RECORD SET:
Start of Block
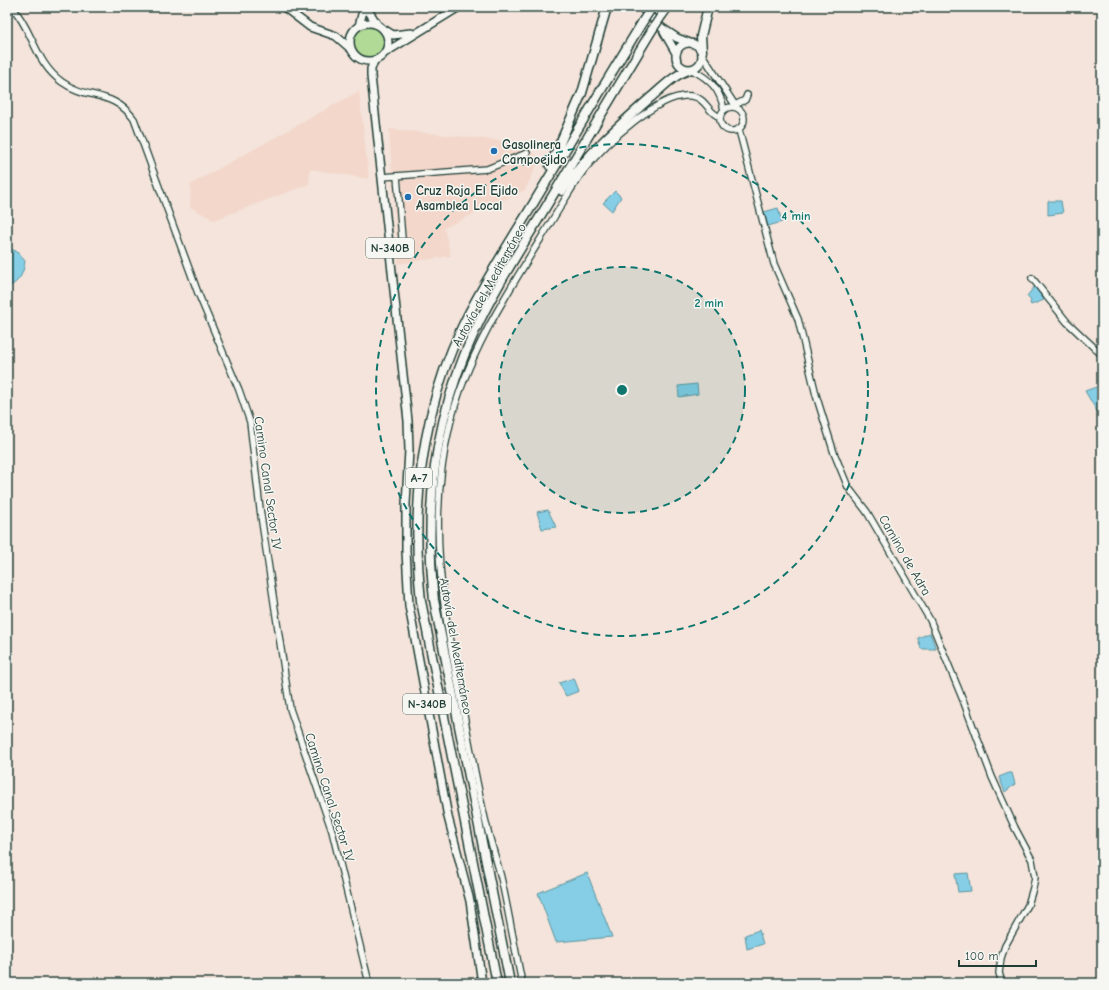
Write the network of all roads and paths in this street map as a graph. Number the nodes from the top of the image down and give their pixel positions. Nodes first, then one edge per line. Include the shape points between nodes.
1 (12, 7) edge
2 (284, 7) edge
3 (365, 7) edge
4 (459, 7) edge
5 (607, 7) edge
6 (642, 7) edge
7 (652, 7) edge
8 (668, 7) edge
9 (708, 7) edge
10 (376, 24) junction
11 (359, 26) junction
12 (662, 28) junction
13 (384, 29) junction
14 (353, 32) junction
15 (415, 33) junction
16 (336, 36) junction
17 (691, 43) junction
18 (351, 49) junction
19 (386, 52) junction
20 (676, 53) junction
21 (702, 54) junction
22 (363, 60) junction
23 (374, 61) junction
24 (691, 70) junction
25 (371, 76) junction
26 (747, 95) dead end
27 (736, 106) junction
28 (724, 110) junction
29 (720, 117) junction
30 (739, 130) junction
31 (527, 153) dead end
32 (397, 176) junction
33 (382, 177) junction
34 (515, 234) junction
35 (526, 240) junction
36 (403, 251) dead end
37 (1032, 278) dead end
38 (1102, 355) edge
39 (487, 935) junction
40 (504, 956) junction
41 (369, 983) edge
42 (482, 983) edge
43 (491, 983) edge
44 (497, 983) edge
45 (510, 983) edge
46 (513, 983) edge
47 (522, 983) edge
48 (1002, 983) edge

1 - 41 street, Camino Canal Sector IV via 23,20 44,64 56,78 71,87 109,98 134,119 198,293 239,390 250,422 260,509 290,709 332,831
2 - 16 main road via 310,26
3 - 10 main road
3 - 11 main road
4 - 15 main road
5 - 34 highway via 582,93 564,137
6 - 12 main road
7 - 34 highway, Autovía del Mediterráneo / A-7, bridge
8 - 35 highway, Autovía del Mediterráneo / A-7, bridge
9 - 21 highway via 701,36
10 - 11 main road
10 - 13 main road
11 - 14 main road
12 - 17 main road
12 - 20 main road
13 - 15 main road via 393,35
13 - 19 main road via 388,40
14 - 16 main road
14 - 18 main road via 350,37
15 - 19 main road
16 - 18 main road
17 - 20 main road via 680,46
17 - 21 main road via 696,45
18 - 22 main road, N-340B
19 - 23 main road
20 - 24 main road via 679,65
21 - 24 main road via 698,66
21 - 27 street
22 - 23 main road
22 - 25 main road, N-340B
23 - 25 main road, N-340B
24 - 28 street via 710,80 722,100
24 - 35 highway via 674,78 591,151
25 - 33 main road, N-340B
26 - 27 street via 745,100
27 - 28 street
27 - 30 street via 745,117 744,124
28 - 29 street
29 - 30 street via 721,125 727,130
29 - 47 street via 713,114 704,101 698,98 674,98 657,106 625,130 584,170 477,350 450,424 438,497 439,570 443,609 474,771 501,879
30 - 48 street, Camino de Adra via 774,264 798,319 816,395 845,480 867,512 930,620 992,777 1032,860 1035,877 1033,888 1028,905 1001,958 999,973
31 - 32 street via 487,169
32 - 33 street
32 - 36 street
33 - 42 main road, N-340B via 408,421 406,551 409,606 448,817 470,901
34 - 39 highway, Autovía del Mediterráneo / A-7 via 462,326 442,378 426,436 418,486 418,570 426,632
35 - 40 highway, Autovía del Mediterráneo / A-7 via 474,332 454,382 438,439 430,512 430,569 438,629
37 - 38 street via 1066,322
39 - 43 highway
39 - 44 highway, Autovía del Mediterráneo / A-7
40 - 45 highway, Autovía del Mediterráneo / A-7
40 - 46 highway

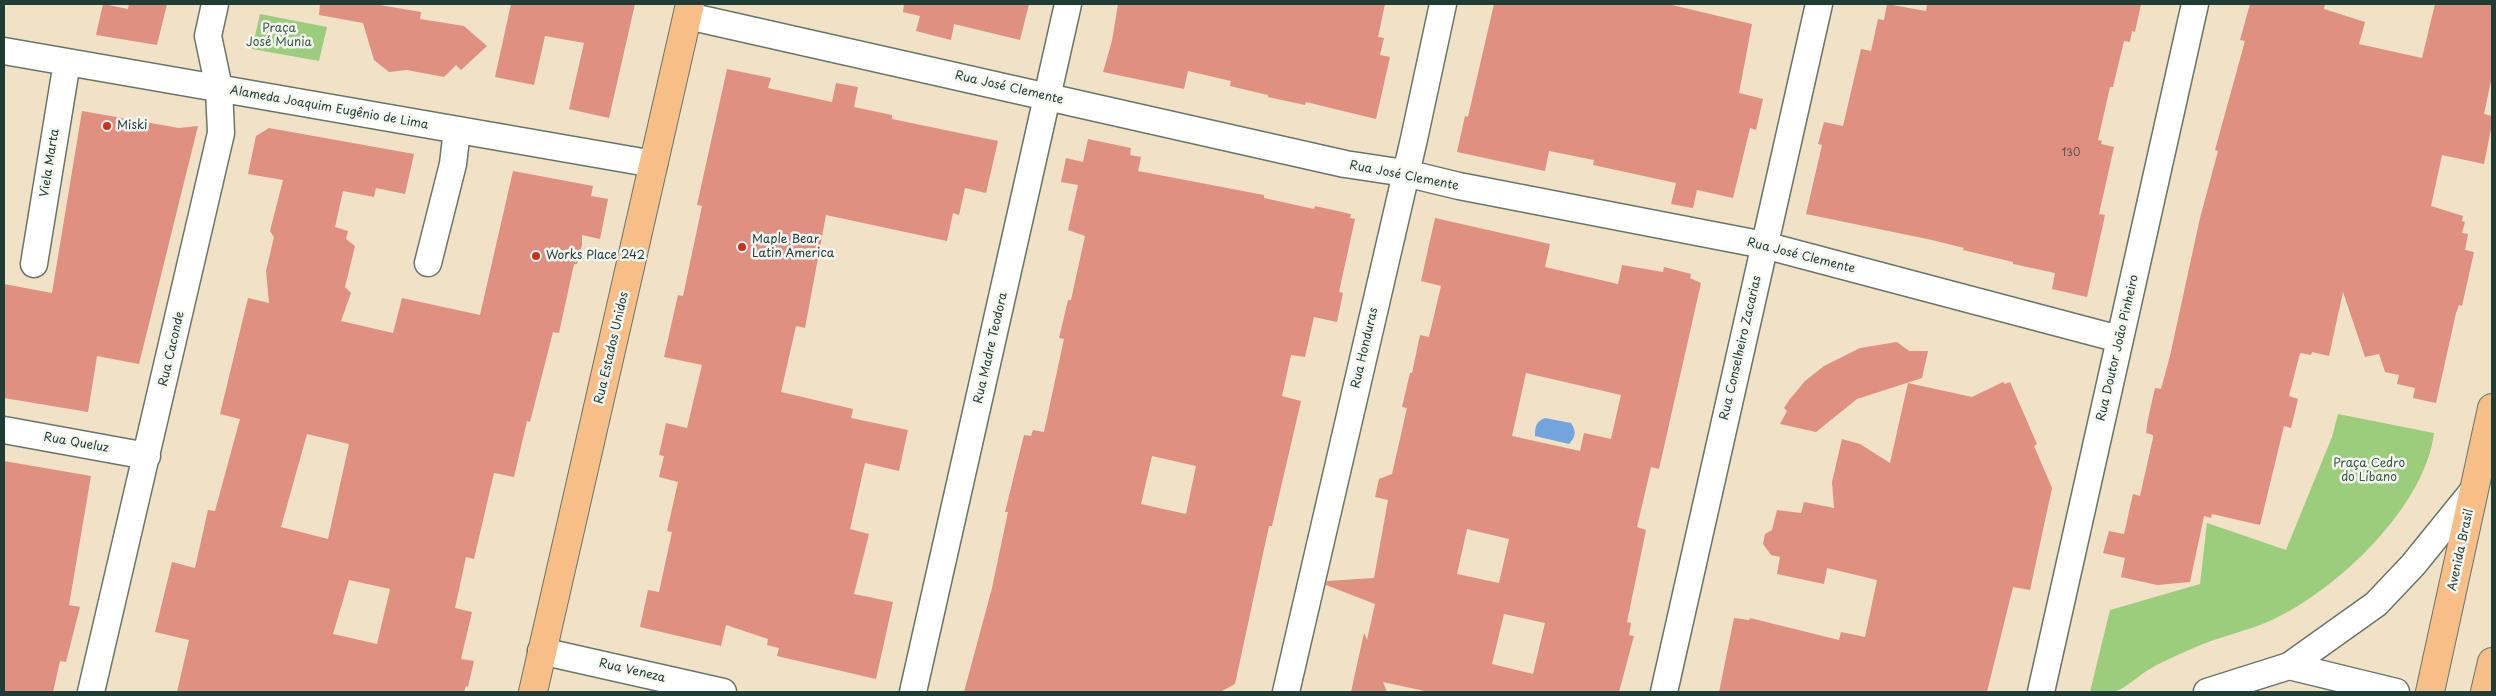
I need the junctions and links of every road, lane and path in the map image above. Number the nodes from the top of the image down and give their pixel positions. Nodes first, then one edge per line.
1 (215, 4) edge
2 (1068, 4) edge
3 (1443, 4) edge
4 (1819, 4) edge
5 (2195, 4) edge
6 (689, 10) edge
7 (4, 51) edge
8 (67, 62) junction
9 (219, 88) junction
10 (1048, 96) junction
11 (457, 130) junction
12 (654, 164) junction
13 (1405, 173) junction
14 (1764, 245) junction
15 (428, 263) dead end
16 (34, 264) dead end
17 (2119, 339) junction
18 (2492, 408) edge
19 (4, 430) edge
20 (148, 456) junction
21 (2473, 491) junction
22 (541, 652) junction
23 (2289, 666) junction
24 (91, 692) edge
25 (533, 692) edge
26 (723, 692) edge
27 (913, 692) edge
28 (1286, 692) edge
29 (1664, 692) edge
30 (2042, 692) edge
31 (2207, 692) edge
32 (2396, 692) edge
33 (2430, 692) edge

1 - 9 street, Rua Caconde
2 - 10 street, Rua Madre Teodora
3 - 13 street, Rua Honduras
4 - 14 street, Rua Conselheiro Zacarias
5 - 17 street, Rua Doutor João Pinheiro
6 - 10 street, Rua José Clemente
6 - 12 main road, Rua Estados Unidos
7 - 8 street, Alameda Joaquim Eugênio de Lima
8 - 9 street, Alameda Joaquim Eugênio de Lima
8 - 16 street, Viela Marta
9 - 11 street, Alameda Joaquim Eugênio de Lima
9 - 20 street, Rua Caconde
10 - 13 street, Rua José Clemente
10 - 27 street, Rua Madre Teodora
11 - 12 street, Alameda Joaquim Eugênio de Lima
11 - 15 street
12 - 22 main road, Rua Estados Unidos
13 - 14 street, Rua José Clemente
13 - 28 street, Rua Honduras
14 - 17 street, Rua José Clemente
14 - 29 street, Rua Conselheiro Zacarias
17 - 30 street, Rua Doutor João Pinheiro
18 - 21 main road, Avenida Brasil
19 - 20 street, Rua Queluz
20 - 24 street, Rua Caconde
21 - 23 street
21 - 33 main road, Avenida Brasil
22 - 25 main road, Rua Estados Unidos
22 - 26 street, Rua Veneza
23 - 31 street
23 - 32 street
End of Block
Whenever a line of the records holds the string "Mediterráneo", pick it out and copy it.

7 - 34 highway, Autovía del Mediterráneo / A-7, bridge
8 - 35 highway, Autovía del Mediterráneo / A-7, bridge
34 - 39 highway, Autovía del Mediterráneo / A-7 via 462,326 442,378 426,436 418,486 418,570 426,632
35 - 40 highway, Autovía del Mediterráneo / A-7 via 474,332 454,382 438,439 430,512 430,569 438,629
39 - 44 highway, Autovía del Mediterráneo / A-7
40 - 45 highway, Autovía del Mediterráneo / A-7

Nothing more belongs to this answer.